┌─ Source material
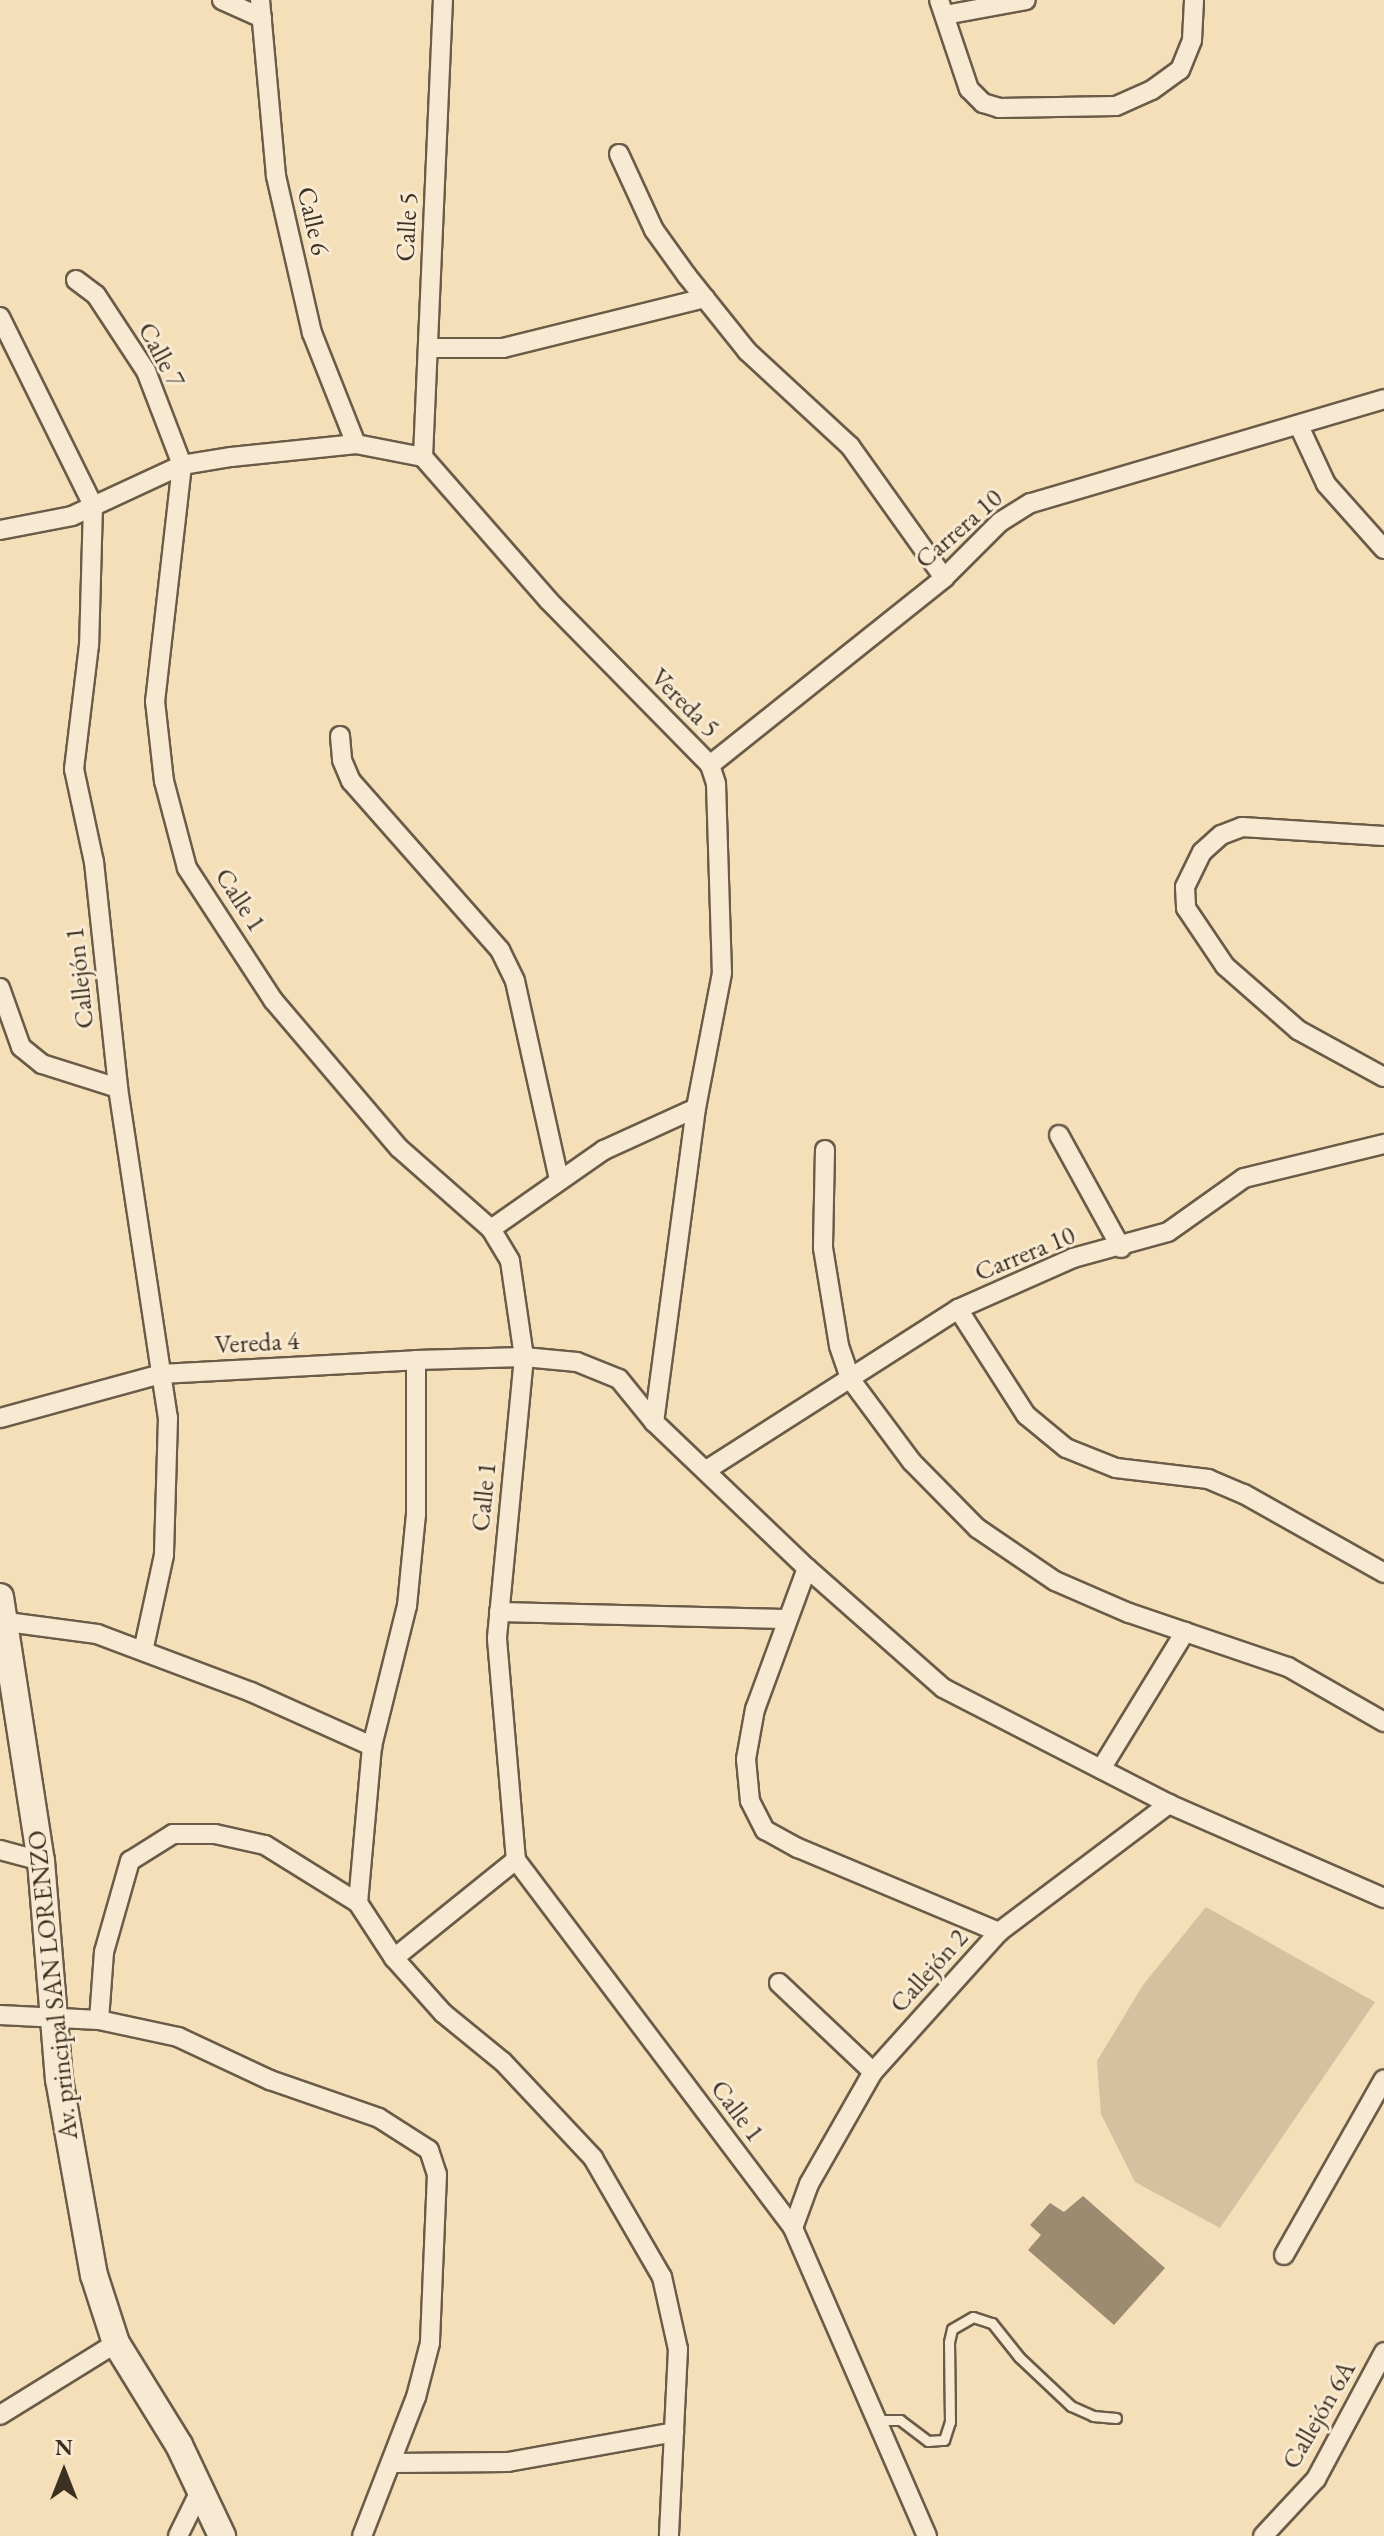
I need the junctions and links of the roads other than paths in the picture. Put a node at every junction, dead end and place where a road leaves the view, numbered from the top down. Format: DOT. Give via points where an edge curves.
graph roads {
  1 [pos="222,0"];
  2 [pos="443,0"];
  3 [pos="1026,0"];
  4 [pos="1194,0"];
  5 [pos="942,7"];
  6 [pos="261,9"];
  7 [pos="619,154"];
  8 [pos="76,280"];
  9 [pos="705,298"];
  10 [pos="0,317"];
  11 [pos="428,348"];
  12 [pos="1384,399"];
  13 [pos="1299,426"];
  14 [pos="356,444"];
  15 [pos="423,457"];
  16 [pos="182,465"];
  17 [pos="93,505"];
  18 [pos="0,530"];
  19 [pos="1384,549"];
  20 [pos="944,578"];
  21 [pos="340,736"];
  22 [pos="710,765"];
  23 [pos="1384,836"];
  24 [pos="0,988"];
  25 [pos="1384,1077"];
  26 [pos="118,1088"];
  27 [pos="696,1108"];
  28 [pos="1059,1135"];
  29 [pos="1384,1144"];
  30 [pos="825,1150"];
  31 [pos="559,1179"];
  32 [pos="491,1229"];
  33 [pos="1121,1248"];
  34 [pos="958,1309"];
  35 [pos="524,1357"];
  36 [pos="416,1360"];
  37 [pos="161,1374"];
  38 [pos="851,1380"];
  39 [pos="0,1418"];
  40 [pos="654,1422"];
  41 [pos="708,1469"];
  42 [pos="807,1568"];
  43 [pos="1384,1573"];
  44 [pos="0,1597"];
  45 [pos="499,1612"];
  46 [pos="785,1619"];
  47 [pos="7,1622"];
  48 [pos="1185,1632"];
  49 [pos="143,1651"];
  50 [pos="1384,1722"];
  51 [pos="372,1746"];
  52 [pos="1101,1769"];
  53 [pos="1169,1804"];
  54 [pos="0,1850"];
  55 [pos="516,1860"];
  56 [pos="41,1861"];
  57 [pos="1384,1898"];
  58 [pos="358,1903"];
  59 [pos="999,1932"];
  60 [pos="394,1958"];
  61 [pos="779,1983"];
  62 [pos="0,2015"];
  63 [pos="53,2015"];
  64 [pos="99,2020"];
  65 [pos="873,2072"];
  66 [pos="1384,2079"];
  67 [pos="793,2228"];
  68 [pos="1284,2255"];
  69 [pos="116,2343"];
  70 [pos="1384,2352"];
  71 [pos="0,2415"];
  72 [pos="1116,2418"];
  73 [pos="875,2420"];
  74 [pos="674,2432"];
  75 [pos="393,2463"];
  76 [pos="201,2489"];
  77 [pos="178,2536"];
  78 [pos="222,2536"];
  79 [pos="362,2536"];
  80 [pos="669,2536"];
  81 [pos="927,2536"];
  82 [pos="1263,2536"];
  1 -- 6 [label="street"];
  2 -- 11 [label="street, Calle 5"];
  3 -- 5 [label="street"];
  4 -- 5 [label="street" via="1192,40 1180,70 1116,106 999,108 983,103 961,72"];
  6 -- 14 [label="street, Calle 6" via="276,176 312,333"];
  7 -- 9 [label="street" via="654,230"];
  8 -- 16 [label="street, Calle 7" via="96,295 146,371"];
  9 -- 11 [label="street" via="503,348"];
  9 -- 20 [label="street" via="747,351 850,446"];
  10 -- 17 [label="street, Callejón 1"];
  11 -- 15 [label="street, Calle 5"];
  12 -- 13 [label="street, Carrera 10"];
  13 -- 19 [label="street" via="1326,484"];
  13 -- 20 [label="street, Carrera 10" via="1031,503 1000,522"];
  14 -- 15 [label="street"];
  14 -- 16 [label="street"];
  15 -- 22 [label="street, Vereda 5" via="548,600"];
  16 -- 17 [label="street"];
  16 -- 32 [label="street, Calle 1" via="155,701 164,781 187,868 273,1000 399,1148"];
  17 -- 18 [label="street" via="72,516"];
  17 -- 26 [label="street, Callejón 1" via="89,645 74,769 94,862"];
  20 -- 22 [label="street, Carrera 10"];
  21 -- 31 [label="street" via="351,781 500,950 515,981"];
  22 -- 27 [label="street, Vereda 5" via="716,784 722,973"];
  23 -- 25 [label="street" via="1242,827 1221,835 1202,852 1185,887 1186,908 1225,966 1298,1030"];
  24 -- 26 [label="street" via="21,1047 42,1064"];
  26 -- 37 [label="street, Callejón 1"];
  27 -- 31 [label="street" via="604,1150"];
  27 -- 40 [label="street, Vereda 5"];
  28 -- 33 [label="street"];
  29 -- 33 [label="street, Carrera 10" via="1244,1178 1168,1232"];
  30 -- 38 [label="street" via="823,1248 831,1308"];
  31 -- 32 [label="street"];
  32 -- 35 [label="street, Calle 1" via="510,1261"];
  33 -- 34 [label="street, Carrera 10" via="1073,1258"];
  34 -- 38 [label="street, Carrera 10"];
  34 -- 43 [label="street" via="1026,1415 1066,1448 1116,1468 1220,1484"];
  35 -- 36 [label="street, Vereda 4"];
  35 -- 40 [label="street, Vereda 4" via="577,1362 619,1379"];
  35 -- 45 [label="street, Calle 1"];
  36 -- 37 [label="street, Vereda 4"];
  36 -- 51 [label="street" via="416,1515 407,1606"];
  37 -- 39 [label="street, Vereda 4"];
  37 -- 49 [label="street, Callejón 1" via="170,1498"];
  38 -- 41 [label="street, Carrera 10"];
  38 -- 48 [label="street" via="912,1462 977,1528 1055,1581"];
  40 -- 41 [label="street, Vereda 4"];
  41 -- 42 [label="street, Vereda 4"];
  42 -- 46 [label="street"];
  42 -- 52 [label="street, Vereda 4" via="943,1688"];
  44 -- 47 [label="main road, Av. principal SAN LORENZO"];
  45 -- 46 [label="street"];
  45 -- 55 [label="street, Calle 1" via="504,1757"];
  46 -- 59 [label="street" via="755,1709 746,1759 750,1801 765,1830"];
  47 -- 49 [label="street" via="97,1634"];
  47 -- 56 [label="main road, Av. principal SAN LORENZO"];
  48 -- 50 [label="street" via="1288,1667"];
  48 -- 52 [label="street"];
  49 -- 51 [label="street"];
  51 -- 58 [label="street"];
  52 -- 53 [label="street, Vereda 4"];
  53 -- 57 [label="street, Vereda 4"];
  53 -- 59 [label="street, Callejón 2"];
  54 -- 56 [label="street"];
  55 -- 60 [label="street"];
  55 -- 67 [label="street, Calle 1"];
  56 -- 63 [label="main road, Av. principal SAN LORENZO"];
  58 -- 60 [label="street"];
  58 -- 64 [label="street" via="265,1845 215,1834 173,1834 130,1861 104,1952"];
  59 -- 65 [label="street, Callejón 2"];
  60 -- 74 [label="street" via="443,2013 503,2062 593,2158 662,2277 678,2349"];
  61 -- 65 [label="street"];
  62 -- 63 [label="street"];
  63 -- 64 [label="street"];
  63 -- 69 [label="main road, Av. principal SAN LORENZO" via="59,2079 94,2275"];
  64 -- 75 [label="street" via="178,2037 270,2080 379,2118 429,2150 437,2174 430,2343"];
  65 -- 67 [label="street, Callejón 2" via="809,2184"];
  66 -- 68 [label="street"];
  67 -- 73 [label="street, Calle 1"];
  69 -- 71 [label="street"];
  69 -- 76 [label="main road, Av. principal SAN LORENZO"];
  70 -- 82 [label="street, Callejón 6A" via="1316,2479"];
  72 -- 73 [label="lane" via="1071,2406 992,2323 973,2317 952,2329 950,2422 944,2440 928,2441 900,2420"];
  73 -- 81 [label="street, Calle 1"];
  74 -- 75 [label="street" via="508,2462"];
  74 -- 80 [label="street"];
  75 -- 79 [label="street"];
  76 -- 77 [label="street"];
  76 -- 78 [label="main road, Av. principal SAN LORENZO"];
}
└─
## Exercise details
For the string "Callejón", give the number of lines in the records that contain it and nothing besides.

## Result
8